Lo stallo nella formazione della giunta dovuto alle quote rosa, pertanto, lo ribadiamo, è semplicemente un falso problema che il sindaco potrebbe risolvere subito se volesse dare prova d’indipendenza dai partiti e di apparentamento solo con la città. Una motivazione dello stallo alla quale dovrebbero “ribellarsi” le donne che intendono fare politica perché, a mio confutabile parere, vengono utilizzate ancora una volta dai colleghi di sesso maschile come oggetto di scambio.

E dovrebbero “ribellarsi” anche alla legge che impone le quote rosa in politica per garantire la presenza di un numero minimo di donne nelle rappresentanze elettive, vale a dire consigli comunali, provinciali, regionali, parlamento, perché le donne in politica ci sono sempre state fin dall’epoca della costituente. Nel 1946, quindi molto prima della legge sulle quote rosa, nell’Assemblea Costituente c’erano 21 donne, pari al 3,7% dei componenti, nove comuniste (Adele Bei, Nadia Gallico Spano, Nilde Iotti, Teresa Mattei, Angiola Minella, Rita Montagnana Togliatti, Teresa Noce Longo, Elettra Pollastrini, Maria Maddalena Rossi), nove democristiane (Laura Bianchini, Elisabetta Conci, Filomena Delli Castelli, Maria De Unterrichter Jervolino, Maria Federici, Angela Gotelli, Angela Guidi Cingolani, Maria Nicotra, Vittoria Titomanlio), due socialiste (Bianca Bianchi e Angelina Merlin), una dell’Uomo Qualunque (Ottavia Penna Buscemi).

Donne che per fare politica non hanno avuto necessità di essere “agevolate” da alcuna legge, perché le donne se decidono di fare qualche cosa non si fermano davanti agli ostacoli e non hanno bisogno di spinte. Chi vale trova lo spazio giusto per farsi valere, Del resto la donna ha sempre fatto fare all’uomo quello che lei voleva, facendogli credere di essere stato lui, l’uomo, a pensare di volerlo fare.

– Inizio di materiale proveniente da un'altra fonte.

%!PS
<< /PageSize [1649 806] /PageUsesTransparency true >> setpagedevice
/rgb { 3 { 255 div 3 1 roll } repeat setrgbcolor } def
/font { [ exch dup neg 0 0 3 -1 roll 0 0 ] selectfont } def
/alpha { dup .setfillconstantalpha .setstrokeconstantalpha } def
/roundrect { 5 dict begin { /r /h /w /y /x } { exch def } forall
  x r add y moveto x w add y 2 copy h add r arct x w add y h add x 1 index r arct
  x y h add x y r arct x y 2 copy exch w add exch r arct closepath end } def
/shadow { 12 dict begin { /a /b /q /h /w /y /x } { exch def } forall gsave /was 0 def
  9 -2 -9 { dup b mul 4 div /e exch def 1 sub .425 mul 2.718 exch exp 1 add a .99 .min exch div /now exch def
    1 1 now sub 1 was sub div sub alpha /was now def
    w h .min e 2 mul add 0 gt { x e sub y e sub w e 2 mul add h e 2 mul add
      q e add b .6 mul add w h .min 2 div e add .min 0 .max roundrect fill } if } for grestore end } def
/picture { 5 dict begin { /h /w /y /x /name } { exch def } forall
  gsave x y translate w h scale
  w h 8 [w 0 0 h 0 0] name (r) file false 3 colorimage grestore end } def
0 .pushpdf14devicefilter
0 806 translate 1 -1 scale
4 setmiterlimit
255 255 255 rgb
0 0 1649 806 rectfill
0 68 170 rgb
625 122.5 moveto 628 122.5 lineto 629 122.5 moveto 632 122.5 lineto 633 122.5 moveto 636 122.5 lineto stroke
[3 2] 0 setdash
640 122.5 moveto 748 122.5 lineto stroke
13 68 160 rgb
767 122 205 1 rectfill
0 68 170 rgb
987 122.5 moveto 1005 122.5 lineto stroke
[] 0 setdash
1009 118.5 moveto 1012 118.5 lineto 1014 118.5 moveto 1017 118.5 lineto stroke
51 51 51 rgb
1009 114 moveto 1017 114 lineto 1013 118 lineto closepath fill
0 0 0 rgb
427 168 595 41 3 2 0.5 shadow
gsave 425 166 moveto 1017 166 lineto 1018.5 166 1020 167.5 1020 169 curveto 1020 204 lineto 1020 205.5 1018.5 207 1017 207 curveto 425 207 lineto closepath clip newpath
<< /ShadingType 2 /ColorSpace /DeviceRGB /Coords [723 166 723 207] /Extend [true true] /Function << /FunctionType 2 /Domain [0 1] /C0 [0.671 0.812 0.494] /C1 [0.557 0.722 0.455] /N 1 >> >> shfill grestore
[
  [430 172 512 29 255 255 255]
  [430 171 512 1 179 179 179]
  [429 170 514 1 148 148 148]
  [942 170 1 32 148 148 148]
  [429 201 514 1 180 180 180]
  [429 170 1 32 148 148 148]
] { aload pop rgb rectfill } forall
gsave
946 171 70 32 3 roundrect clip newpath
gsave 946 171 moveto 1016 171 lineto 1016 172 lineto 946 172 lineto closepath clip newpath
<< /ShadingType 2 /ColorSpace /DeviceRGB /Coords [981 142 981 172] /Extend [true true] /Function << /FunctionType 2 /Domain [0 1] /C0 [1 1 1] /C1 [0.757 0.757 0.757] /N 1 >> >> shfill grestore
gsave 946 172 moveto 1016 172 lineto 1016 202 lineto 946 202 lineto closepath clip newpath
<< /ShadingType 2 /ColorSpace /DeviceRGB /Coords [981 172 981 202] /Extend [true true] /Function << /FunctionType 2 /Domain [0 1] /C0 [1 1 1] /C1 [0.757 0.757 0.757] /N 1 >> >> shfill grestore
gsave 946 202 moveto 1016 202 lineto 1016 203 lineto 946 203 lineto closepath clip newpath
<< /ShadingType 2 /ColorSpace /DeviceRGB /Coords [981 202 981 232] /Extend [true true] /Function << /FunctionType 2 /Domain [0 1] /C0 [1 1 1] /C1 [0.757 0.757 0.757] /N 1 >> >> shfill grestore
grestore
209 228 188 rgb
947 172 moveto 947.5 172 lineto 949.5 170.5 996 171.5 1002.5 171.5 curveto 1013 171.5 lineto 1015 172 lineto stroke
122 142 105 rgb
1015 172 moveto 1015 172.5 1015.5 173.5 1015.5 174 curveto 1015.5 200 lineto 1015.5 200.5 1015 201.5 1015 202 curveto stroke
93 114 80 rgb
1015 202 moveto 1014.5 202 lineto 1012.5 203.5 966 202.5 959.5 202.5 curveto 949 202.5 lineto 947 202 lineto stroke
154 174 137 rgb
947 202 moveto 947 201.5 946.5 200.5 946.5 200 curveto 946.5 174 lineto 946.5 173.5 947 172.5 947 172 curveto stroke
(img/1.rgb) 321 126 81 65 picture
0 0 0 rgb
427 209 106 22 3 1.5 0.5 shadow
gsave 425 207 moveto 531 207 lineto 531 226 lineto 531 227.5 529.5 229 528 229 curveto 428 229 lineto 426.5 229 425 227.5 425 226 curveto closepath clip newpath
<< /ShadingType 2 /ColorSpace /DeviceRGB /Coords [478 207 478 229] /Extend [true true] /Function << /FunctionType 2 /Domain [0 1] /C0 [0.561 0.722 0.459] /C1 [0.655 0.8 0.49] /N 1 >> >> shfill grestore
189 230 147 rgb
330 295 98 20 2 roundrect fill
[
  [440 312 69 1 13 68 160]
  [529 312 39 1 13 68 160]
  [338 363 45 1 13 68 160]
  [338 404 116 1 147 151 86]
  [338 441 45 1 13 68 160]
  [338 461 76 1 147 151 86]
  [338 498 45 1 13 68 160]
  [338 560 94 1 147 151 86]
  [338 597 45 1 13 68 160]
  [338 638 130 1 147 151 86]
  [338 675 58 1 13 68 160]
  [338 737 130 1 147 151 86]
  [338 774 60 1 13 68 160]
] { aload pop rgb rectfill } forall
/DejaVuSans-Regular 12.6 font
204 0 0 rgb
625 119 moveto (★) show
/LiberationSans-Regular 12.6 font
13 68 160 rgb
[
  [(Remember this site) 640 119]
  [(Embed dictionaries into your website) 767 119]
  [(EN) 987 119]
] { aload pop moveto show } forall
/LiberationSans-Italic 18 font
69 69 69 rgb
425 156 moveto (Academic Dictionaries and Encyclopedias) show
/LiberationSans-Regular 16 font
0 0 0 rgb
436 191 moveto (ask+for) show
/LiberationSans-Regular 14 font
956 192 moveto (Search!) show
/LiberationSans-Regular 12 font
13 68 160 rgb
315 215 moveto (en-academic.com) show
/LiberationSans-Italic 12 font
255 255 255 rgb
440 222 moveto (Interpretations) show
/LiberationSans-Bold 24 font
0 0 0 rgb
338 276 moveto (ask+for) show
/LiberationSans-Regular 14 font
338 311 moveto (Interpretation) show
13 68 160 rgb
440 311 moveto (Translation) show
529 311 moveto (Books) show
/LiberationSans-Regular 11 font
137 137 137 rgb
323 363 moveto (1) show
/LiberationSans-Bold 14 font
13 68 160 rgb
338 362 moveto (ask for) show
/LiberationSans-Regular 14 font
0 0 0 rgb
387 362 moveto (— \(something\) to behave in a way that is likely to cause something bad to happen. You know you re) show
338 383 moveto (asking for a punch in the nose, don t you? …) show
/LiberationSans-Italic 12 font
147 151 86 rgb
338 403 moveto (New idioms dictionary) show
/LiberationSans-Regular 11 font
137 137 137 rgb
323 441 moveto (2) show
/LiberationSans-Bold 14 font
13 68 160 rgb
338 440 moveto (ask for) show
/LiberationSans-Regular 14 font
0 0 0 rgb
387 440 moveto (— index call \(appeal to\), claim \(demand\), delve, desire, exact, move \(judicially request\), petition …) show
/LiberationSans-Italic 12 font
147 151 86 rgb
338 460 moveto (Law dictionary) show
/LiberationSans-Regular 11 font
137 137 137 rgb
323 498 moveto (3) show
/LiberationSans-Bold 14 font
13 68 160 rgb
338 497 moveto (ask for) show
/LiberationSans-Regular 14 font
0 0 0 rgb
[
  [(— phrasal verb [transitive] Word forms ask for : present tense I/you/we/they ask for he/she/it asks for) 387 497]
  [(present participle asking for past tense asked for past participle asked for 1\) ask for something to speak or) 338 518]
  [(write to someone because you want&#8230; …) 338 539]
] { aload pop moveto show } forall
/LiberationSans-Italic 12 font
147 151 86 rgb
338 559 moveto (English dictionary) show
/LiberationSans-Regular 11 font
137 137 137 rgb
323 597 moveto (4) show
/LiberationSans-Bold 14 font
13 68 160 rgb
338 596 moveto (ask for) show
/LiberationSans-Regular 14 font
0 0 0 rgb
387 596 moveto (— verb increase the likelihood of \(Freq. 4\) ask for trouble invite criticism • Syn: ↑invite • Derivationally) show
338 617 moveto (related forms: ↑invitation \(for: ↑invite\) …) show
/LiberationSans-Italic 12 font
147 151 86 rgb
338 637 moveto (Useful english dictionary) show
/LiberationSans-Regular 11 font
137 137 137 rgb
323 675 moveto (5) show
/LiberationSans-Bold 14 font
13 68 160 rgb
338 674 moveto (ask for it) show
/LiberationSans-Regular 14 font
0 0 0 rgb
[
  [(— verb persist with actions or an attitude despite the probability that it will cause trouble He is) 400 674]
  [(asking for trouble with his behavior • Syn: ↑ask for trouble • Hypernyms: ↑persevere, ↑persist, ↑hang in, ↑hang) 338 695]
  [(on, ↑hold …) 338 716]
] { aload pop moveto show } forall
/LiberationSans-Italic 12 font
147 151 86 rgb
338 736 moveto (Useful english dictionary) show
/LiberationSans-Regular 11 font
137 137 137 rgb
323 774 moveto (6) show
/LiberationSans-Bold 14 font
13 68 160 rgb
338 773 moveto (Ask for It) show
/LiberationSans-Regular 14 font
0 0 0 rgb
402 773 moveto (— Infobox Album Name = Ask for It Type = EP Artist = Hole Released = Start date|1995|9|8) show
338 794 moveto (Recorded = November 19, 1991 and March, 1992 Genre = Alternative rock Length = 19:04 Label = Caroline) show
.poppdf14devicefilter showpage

L’elenco di donne che hanno cambiato il mondo è lungo, due per tutte Eva, che disse ad Adamo di mangiare la mela, e la Vergine Maria, che impose a suo figlio Gesù di cambiare l’acqua in vino alle nozze di Cana.

Naturalmente, se si vuole vincere facile meglio farsi scudo della legge sulle quote rosa che giustifica anche l’apparente (forse) debolezza del primo cittadino che ha sempre dichiarato di “avere in mente la giunta” giusta per la città.